Having lived through civil rights era, 103-year-old wants to see 'Selma'
Posted January 8, 2015
Raleigh, N.C. — Pauline Holden Latta lived through the civil rights era, so for her 103rd birthday on Friday, she wants to see how Hollywood handles the subject by attending the opening night of "Selma" at a Raleigh movie theater.
The film recounts the events surrounding the March 1965 protest marches from Selma, Ala., to the state capitol in Montgomery over voting rights. The first march ended with state troopers attacking activists on the Edmund Pettus Bridge over the Alabama River in what became known as "Bloody Sunday." Martin Luther King Jr. led a second march two days later but turned his followers around at the bridge. A third march occurred about two weeks later, when federal authorities protected the marchers so they could complete the journey.
Latta still remembers her grandparents discussing their days as slaves, and she says she can't believe the U.S. has had an African-American president for the past six years.
"I never did think that I'd see the things like they are now," she said Thursday.

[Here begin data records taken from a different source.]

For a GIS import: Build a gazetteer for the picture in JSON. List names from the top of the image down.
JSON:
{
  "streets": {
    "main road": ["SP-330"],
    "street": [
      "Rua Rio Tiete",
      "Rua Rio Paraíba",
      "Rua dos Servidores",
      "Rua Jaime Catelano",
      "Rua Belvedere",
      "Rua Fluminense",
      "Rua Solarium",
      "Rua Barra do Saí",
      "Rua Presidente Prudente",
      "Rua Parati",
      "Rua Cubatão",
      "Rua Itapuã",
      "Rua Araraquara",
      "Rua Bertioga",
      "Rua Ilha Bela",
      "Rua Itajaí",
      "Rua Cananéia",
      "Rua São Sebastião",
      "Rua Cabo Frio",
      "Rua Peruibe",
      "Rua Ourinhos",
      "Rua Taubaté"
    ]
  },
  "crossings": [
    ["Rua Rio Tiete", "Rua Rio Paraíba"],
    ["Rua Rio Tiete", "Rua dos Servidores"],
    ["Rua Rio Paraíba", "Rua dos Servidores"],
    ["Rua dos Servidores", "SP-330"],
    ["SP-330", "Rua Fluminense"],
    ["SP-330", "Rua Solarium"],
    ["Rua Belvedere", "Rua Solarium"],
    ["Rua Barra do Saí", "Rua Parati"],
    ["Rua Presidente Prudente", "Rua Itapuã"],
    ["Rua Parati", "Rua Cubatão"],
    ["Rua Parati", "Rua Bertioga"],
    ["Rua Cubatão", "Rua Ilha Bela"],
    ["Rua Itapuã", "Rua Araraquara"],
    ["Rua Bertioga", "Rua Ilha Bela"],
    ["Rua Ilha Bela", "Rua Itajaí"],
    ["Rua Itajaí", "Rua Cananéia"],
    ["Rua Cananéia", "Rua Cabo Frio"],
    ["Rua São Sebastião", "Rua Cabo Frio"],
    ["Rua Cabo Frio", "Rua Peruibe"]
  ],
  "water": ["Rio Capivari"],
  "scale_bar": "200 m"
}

By the time King and other civil rights leaders were crusading across the South, Latta was in her 50s. Age, she says, made her wary about marching with them – she watched the news and knew the dangers of fighting segregation.
Still, she went to hear King during several appearances in Raleigh and came away impressed.
"He was a brave character to carry on like he did. I still admire him," she said. "He wanted to shake hands with everybody he could."
Latta recalls daily demonstrations on Wilmington Street and sit-ins at a Woolworth's lunch counter downtown.
"I saw a lot of marching because I lived across the street from Shaw University," she said.
The neighborhood on South Blount Street where she grew up was integrated.
"Those white children in our neighborhood, they played with us and didn't think anything of it," said Latta's 90-year-old sister, Mary Poole.
As they grew older, however, the sisters saw the world wasn't so innocent.
"At that time, when the civil rights first started, I didn’t think it was going to last long," Latta said. "It really takes death sometimes to change things."
Latta said she doesn't have a specific reason for wanting to see "Selma" other than enjoying a night out and a look back.
"We've come a long way but have a lot of improvement to go," she said. "We're not where we're supposed to be, as yet."